Empowering hundreds of newly-created “amalgamated territorial communities” (ATC), in addition to existing towns and cities, to more closely manage their affairs may seem an unsexy reform. But it’s a major change for a former Soviet republic run for decades through a clunky administrative system in which a centralized and often corrupt Kyiv administration mostly called the shots. It’s also important for the vast majority of taxpayers, who don’t see where their money is currently being spent, says Andriy Andrushkiv, director of the Center of United Actions, a Kyiv-based NGO.
Whether Ukrainians will come to appreciate this newfound agency, the results of which will be felt more acutely following these elections, is another matter. Consider the fact that more than 70 percent believe the country is headed in the wrong direction, according to a recent survey by the Kyiv International Institute of Sociology — yet only half that number shows up to vote in local elections. “Unfortunately, most Ukrainians think that local problems should be solved by the president,” Nara Narimanova, who works at a nonprofit promoting civil society, told me in a video chat.

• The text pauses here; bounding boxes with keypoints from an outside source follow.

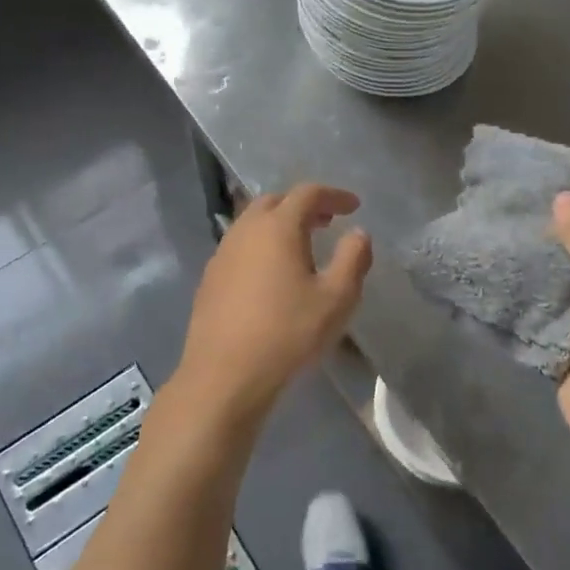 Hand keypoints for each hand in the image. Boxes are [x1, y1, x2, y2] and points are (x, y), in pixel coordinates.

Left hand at [174, 184, 373, 426]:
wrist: (224, 375)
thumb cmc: (287, 333)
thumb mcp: (336, 299)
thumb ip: (353, 259)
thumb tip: (358, 233)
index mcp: (278, 227)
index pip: (307, 194)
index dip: (334, 195)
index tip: (354, 206)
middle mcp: (246, 230)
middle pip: (275, 201)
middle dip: (304, 205)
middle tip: (328, 221)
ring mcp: (222, 253)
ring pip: (253, 223)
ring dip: (280, 224)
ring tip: (302, 246)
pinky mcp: (210, 278)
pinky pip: (240, 246)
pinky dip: (261, 245)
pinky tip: (272, 273) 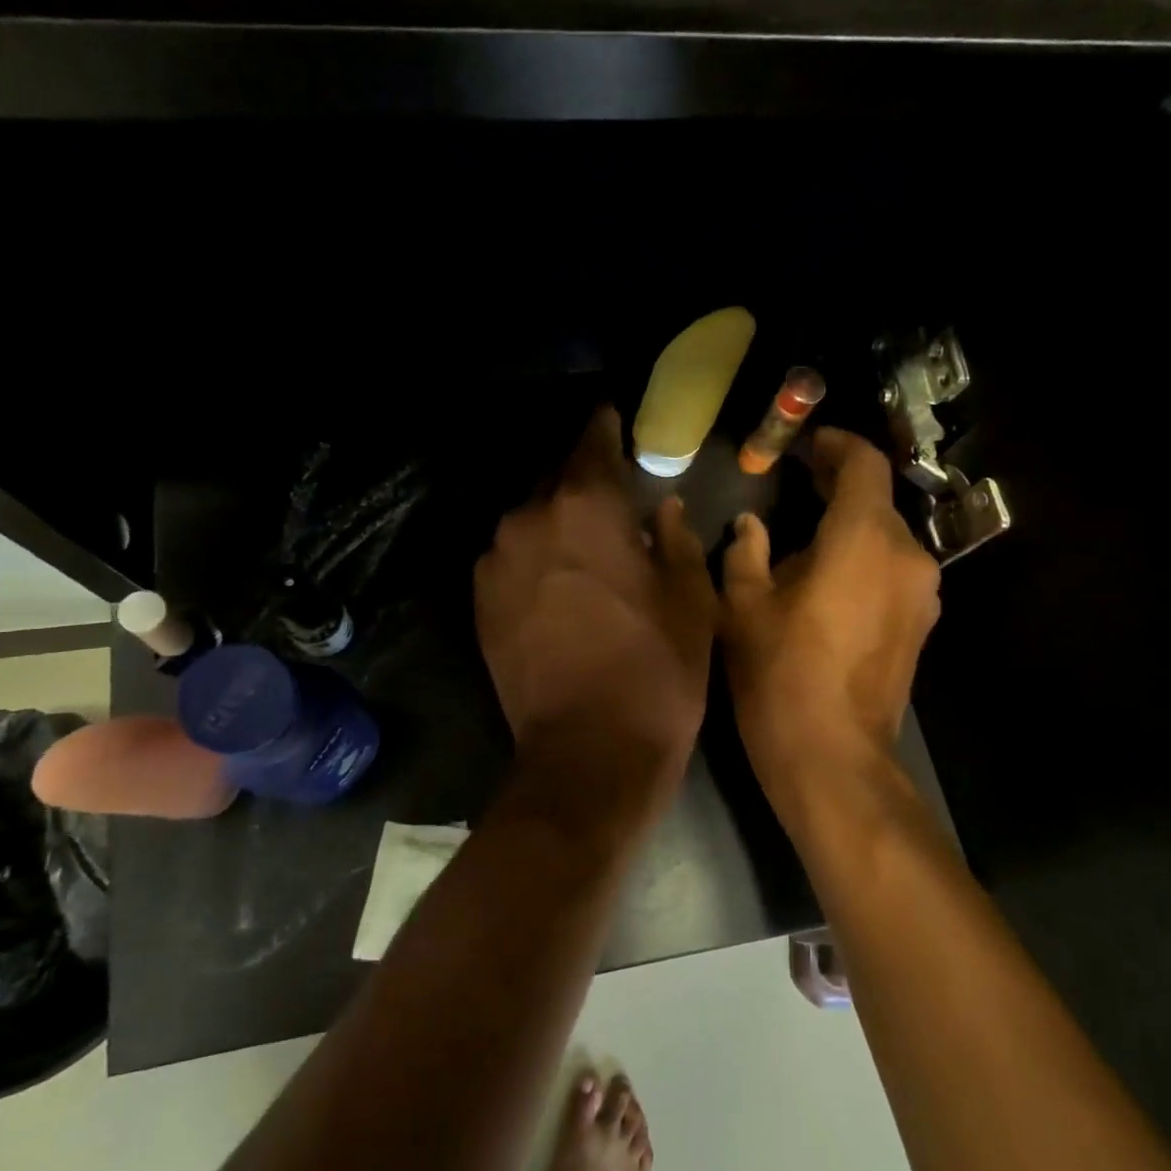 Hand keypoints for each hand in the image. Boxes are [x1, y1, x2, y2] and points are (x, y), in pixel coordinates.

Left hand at [477, 408, 715, 777]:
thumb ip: (674, 538)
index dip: (605, 427)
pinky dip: (535, 558)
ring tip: (585, 548)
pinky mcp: (480, 601)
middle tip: (611, 499)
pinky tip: (559, 585)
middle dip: (583, 483)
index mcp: (585, 505)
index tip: (613, 419)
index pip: (592, 440)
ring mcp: (496, 561)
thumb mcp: (690, 598)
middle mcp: (528, 518)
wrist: (588, 752)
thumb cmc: (656, 669)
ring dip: (556, 524)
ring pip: (530, 520)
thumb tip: (661, 509)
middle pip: (556, 480)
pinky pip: (511, 558)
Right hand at [721, 428, 940, 777]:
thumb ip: (745, 553)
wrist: (832, 757)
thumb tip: (750, 526)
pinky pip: (892, 571)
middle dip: (837, 486)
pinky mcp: (920, 625)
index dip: (836, 445)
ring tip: (803, 539)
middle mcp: (906, 555)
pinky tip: (826, 580)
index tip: (806, 444)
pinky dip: (862, 559)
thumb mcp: (742, 608)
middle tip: (796, 483)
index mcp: (863, 538)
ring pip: (885, 538)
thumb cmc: (779, 674)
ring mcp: (921, 593)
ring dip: (849, 527)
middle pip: (877, 501)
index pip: (864, 464) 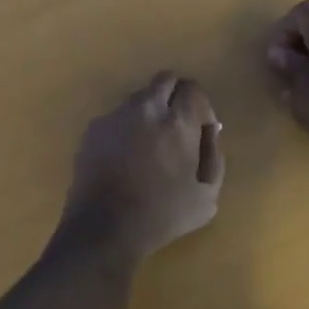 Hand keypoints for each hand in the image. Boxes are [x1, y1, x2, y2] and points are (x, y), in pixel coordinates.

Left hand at [54, 72, 225, 263]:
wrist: (103, 228)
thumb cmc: (161, 216)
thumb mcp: (206, 197)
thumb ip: (214, 158)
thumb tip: (210, 132)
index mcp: (177, 122)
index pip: (193, 89)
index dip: (201, 107)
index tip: (200, 129)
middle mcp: (146, 108)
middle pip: (166, 79)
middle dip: (176, 96)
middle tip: (177, 125)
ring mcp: (116, 115)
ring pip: (140, 97)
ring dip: (150, 110)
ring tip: (148, 144)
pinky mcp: (94, 127)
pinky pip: (117, 116)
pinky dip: (126, 127)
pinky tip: (124, 156)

Zelensky played into that leader-decides-all sentiment by instating a non-official and non-binding five-question poll just outside polling stations across the country. It asked, among other things, whether Ukrainians support the legalization of medical marijuana and lifetime prison sentences for corruption. Widely panned by observers as a political stunt to curry favor with voters, it became something of a joke, as anyone could vote by dropping their “ballot” into a cardboard box (multiple times, even) in a peculiar populist exercise that carried no legal weight.
The last few years in Ukraine have amounted to something of a roller coaster ride: from the euphoria of a democratic revolution to disappointment over the mixed results achieved by the elites it swept to power—then excitement around an insurgent candidate, followed by a return to disappointment. After Sunday’s vote, one thing is clear: Ukrainian voters appear to believe that Zelensky and his party aren't capable of delivering on the sweeping changes they promised. Can anyone?
Dan Peleschuk is a Kyiv-based writer and editor who has covered politics and society in the former Soviet Union for more than a decade.